Le pape parle dans ce chapitre du pardon, souvent difficile lorsque les blessures sont profondes. Comment pardonner la personne qui a fait tant de mal ? Pardonner ne signifie pas cesser de lutter contre les injustices, contre ce qui conduit au mal. Pour préserver la dignité de chacun, ce combat est nécessaire pour que le mal ne recommence pas son œuvre de souffrance, c’est même une exigence. Le texte donne des pistes de réflexion pour ce combat. L’une d’entre elle est de faire œuvre de bonté : telle une force, la bonté permet de refuser la vengeance qui ne peut pas assouvir la soif de justice d’une victime. Une autre est de cultiver les vertus pour promouvoir la réconciliation, la solidarité et la paix. Une autre encore est de faire mémoire et ne pas oublier les maux imposés dans l’histoire, les persécutions, les guerres, le trafic d’esclaves. L’oubli ferait des hommes des êtres anesthésiés et manipulables par des personnes qui recommenceraient le cycle infernal des guerres, de la violence et du mal. Car la guerre est toujours injuste, elle sème la souffrance, elle laisse le monde pire que l’état d’avant. « Jamais plus la guerre, jamais plus » avait crié le pape saint Paul VI devant l’hémicycle de l’ONU le 4 octobre 1965.
Ce chapitre du texte du pape François s’achève sur la prophétie d’Isaïe « ils briseront leurs épées pour en faire des socs de charrue. » (Is 2,4) L’énergie qui monte en nous face aux injustices et aux souffrances peut-elle être orientée vers des œuvres de miséricorde, pour nous entraider et dialoguer, pour construire cette fraternité effective entre tous ? Jésus-Christ annonce un monde nouveau, qui se fera par sa grâce avec les talents de chacun de nous. Puisons dans l’adoration les forces spirituelles pour ne pas faillir, pour repartir lorsque nous sommes affligés. Chacun de nous a une place dans le grand projet divin.
En ces jours de confinement, nous aimerions nous ressourcer spirituellement ensemble. Nous sommes sensibles aux expressions du besoin de nos contemporains, besoin de relations sociales, besoin de sport et de détente, besoin de nature, besoin de travailler en équipe, besoin de culture, enfin besoin d’amitié et de fraternité. Beaucoup de personnes vivent une profonde souffrance due à la solitude et aux conditions de vie confinée qui isolent même au sein des familles. L’homme est un être de relations et le manque est tel que les consultations en psychologie ont doublé. Heureusement nous voyons parmi les croyants un élan de prière nouveau et des actes de charité vers les proches. Pour certains, en leur maison devenue église domestique, c’est la première expérience d’une vie spirituelle dense et quotidienne.

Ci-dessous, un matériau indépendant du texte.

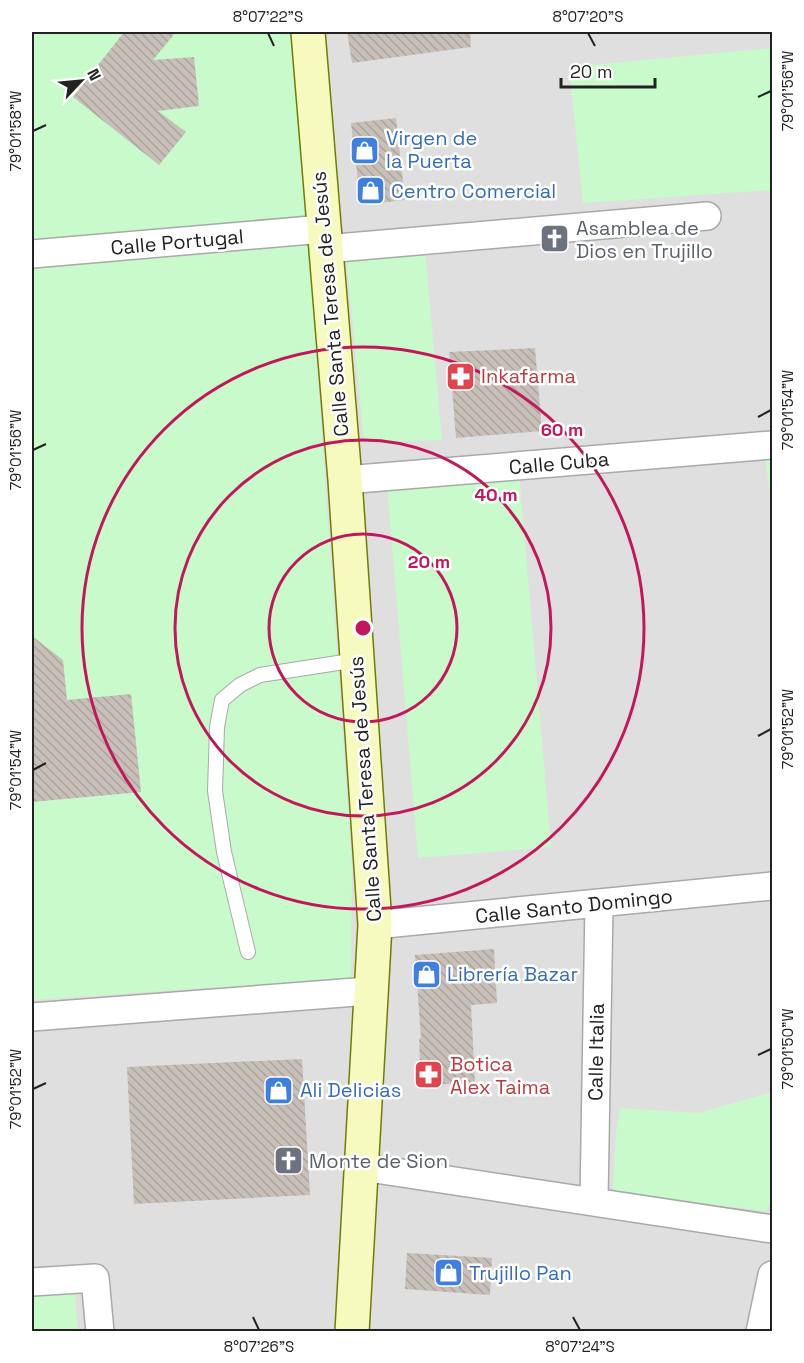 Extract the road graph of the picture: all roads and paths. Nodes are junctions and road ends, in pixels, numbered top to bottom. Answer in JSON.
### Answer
{"nodes":[{"id":1,"x":308,"y":32,"type":"edge"},
{"id":2,"x":707,"y":216,"type":"dead end"},
{"id":3,"x":324,"y":239,"type":"junction"},
{"id":4,"x":32,"y":254,"type":"edge"},
{"id":5,"x":772,"y":445,"type":"edge"},
{"id":6,"x":345,"y":480,"type":"junction"},
{"id":7,"x":357,"y":660,"type":"junction"},
{"id":8,"x":772,"y":886,"type":"edge"},
{"id":9,"x":599,"y":904,"type":"junction"},
{"id":10,"x":375,"y":925,"type":"junction"},
{"id":11,"x":248,"y":952,"type":"dead end"},
{"id":12,"x":369,"y":991,"type":"junction"},
{"id":13,"x":32,"y":1017,"type":"edge"},
{"id":14,"x":362,"y":1167,"type":"junction"},
{"id":15,"x":594,"y":1200,"type":"junction"},
{"id":16,"x":772,"y":1229,"type":"edge"},
{"id":17,"x":772,"y":1275,"type":"edge"},
{"id":18,"x":32,"y":1282,"type":"edge"},
{"id":19,"x":100,"y":1332,"type":"edge"},
{"id":20,"x":352,"y":1332,"type":"edge"},
{"id":21,"x":760,"y":1332,"type":"edge"}],
"edges":[{"from":1,"to":3,"type":"street","name":"Calle Santa Teresa de Jesús"},
{"from":2,"to":3,"type":"street","name":"Calle Portugal"},
{"from":3,"to":4,"type":"street","name":"Calle Portugal"},
{"from":3,"to":6,"type":"street","name":"Calle Santa Teresa de Jesús"},
{"from":5,"to":6,"type":"street","name":"Calle Cuba"},
{"from":6,"to":7,"type":"street","name":"Calle Santa Teresa de Jesús"},
{"from":7,"to":10,"type":"street","name":"Calle Santa Teresa de Jesús"},
{"from":7,"to":11,"type":"lane"},
{"from":8,"to":9,"type":"street","name":"Calle Santo Domingo"},
{"from":9,"to":10,"type":"street","name":"Calle Santo Domingo"},
{"from":9,"to":15,"type":"street","name":"Calle Italia"},
{"from":10,"to":12,"type":"street","name":"Calle Santa Teresa de Jesús"},
{"from":12,"to":13,"type":"street"},
{"from":12,"to":14,"type":"street","name":"Calle Santa Teresa de Jesús"},
{"from":14,"to":15,"type":"street"},
{"from":14,"to":20,"type":"street","name":"Calle Santa Teresa de Jesús"},
{"from":15,"to":16,"type":"street"},
{"from":17,"to":21,"type":"street"},
{"from":18,"to":19,"type":"street"}]} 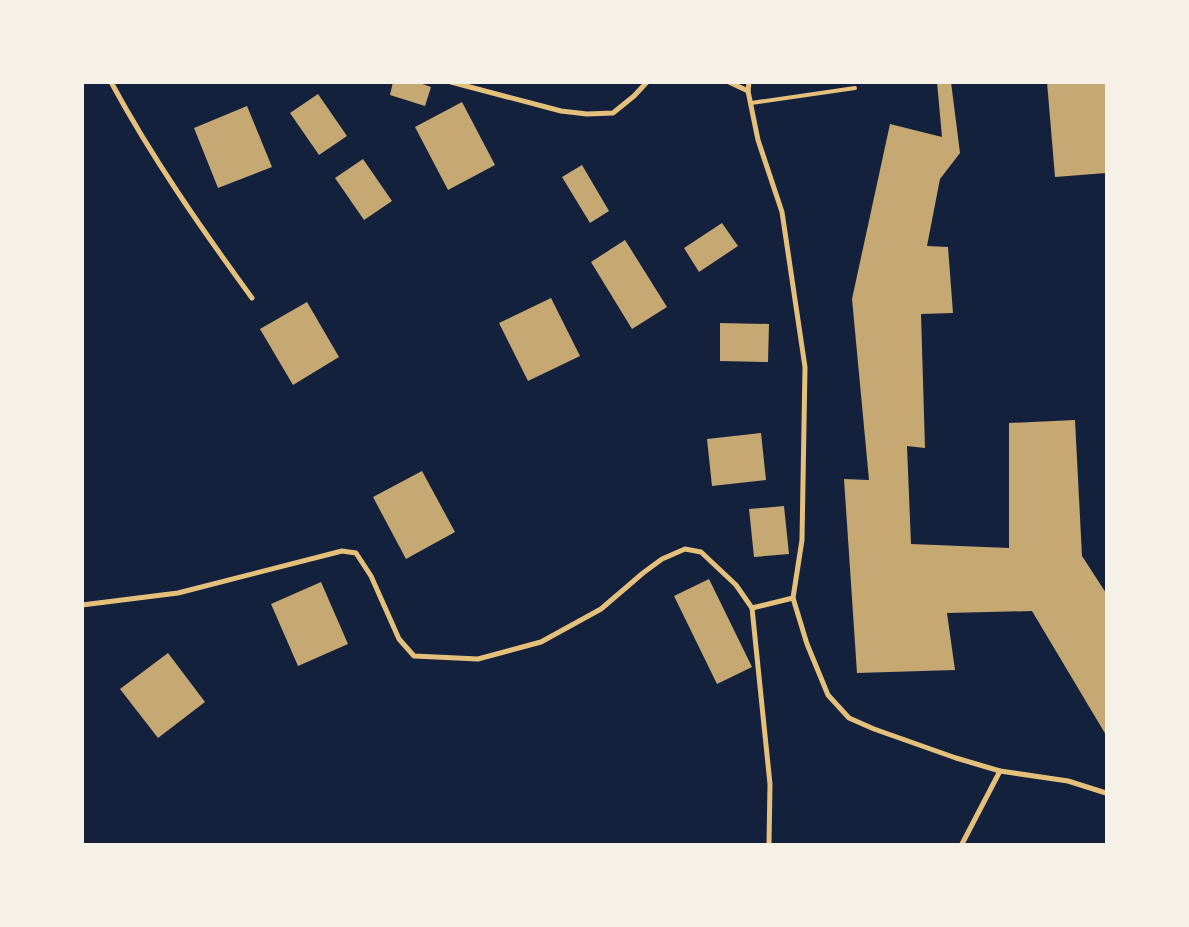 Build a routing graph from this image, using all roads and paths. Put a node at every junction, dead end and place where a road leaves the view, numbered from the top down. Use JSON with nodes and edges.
{"nodes":[{"id":1,"x":111,"y":82,"type":"edge"},
{"id":2,"x":452,"y":82,"type":"edge"},
{"id":3,"x":647,"y":82,"type":"edge"},
{"id":4,"x":729,"y":82,"type":"edge"},
{"id":5,"x":749,"y":82,"type":"edge"},
{"id":6,"x":855,"y":88,"type":"dead end"},
{"id":7,"x":748,"y":91,"type":"junction"},
{"id":8,"x":750,"y":103,"type":"junction"},
{"id":9,"x":252,"y":298,"type":"dead end"},
{"id":10,"x":793,"y":598,"type":"junction"},
{"id":11,"x":82,"y":605,"type":"edge"},
{"id":12,"x":752,"y":608,"type":"junction"},
{"id":13,"x":1000,"y":770,"type":"junction"},
{"id":14,"x":1106,"y":793,"type":"edge"},
{"id":15,"x":769,"y":844,"type":"edge"},
{"id":16,"x":962,"y":844,"type":"edge"}],
"edges":[{"from":1,"to":9,"type":"street"},
{"from":2,"to":3,"type":"street"},
{"from":4,"to":7,"type":"street"},
{"from":5,"to":7,"type":"street"},
{"from":6,"to":8,"type":"lane"},
{"from":7,"to":8,"type":"street"},
{"from":8,"to":10,"type":"street"},
{"from":10,"to":12,"type":"street"},
{"from":10,"to":13,"type":"street"},
{"from":11,"to":12,"type":"street"},
{"from":12,"to":15,"type":"street"},
{"from":13,"to":14,"type":"street"},
{"from":13,"to":16,"type":"street"}]}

Reste à ce jour l’interdit des rassemblements. La messe nous manque, mais n’est-ce pas le cas pour des millions de catholiques âgés ou malades qui ne peuvent plus sortir depuis longtemps ? Qui leur porte la communion ? Eux en sont privés car une fois reclus chez eux, la communauté paroissiale les oublie. Ouvrons les yeux, reprenons nos listes de noms, allons visiter, manifestons notre fraternité, apportons Jésus eucharistie. Simultanément nous sommes solidaires avec les malades et les soignants.

Faut-il manifester comme certains ont choisi de le faire ? Manifester est un droit absolu pour tout citoyen français. Mais ne faudrait-il pas le faire plutôt devant la préfecture qui incarne l’État puisque la loi cause ce mécontentement ? La prière et la messe s’adressent à Dieu, elles ne peuvent être un moyen de manifester vers le gouvernement. Nous avons nos armes spirituelles pour ce combat, notre prière, le jeûne et la charité, à utiliser sans limites. Nous pourrions aussi inventer des pèlerinages seul ou en famille, dans le respect des gestes-barrières, vers une église puisque la distance ni la durée ne sont plus comptées pour nous y rendre (toujours mettre « motif familial impérieux »).

Surtout, si nous voulons tant la messe, il serait nécessaire de prier plus encore pour que nos fils soient les prêtres de demain.

Maintenant je vous bénis au Nom du Père et du Fils et du Saint Esprit.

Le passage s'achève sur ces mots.